═══ DATASET RECORDS
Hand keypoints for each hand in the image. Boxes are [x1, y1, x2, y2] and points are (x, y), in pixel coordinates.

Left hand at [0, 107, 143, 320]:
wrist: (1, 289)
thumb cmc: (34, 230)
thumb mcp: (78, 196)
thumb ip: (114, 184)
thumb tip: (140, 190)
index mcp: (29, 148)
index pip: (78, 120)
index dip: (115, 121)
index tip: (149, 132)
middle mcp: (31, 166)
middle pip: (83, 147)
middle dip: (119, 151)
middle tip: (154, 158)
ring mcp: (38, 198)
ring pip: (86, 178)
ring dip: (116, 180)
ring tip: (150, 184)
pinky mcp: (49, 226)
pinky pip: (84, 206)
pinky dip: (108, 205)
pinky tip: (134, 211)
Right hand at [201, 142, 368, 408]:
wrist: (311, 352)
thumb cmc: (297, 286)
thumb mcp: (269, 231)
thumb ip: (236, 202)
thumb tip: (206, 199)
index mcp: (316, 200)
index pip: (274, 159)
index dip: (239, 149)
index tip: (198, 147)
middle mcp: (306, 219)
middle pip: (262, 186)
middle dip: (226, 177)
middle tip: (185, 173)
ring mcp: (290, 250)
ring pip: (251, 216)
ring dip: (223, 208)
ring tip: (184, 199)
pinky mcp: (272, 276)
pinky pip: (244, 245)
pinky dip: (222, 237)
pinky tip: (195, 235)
══════
§ **DIRECTIONS**
Your answer should be only the number of lines, in the entries above, that include "pinky".

§ **REPLY**
8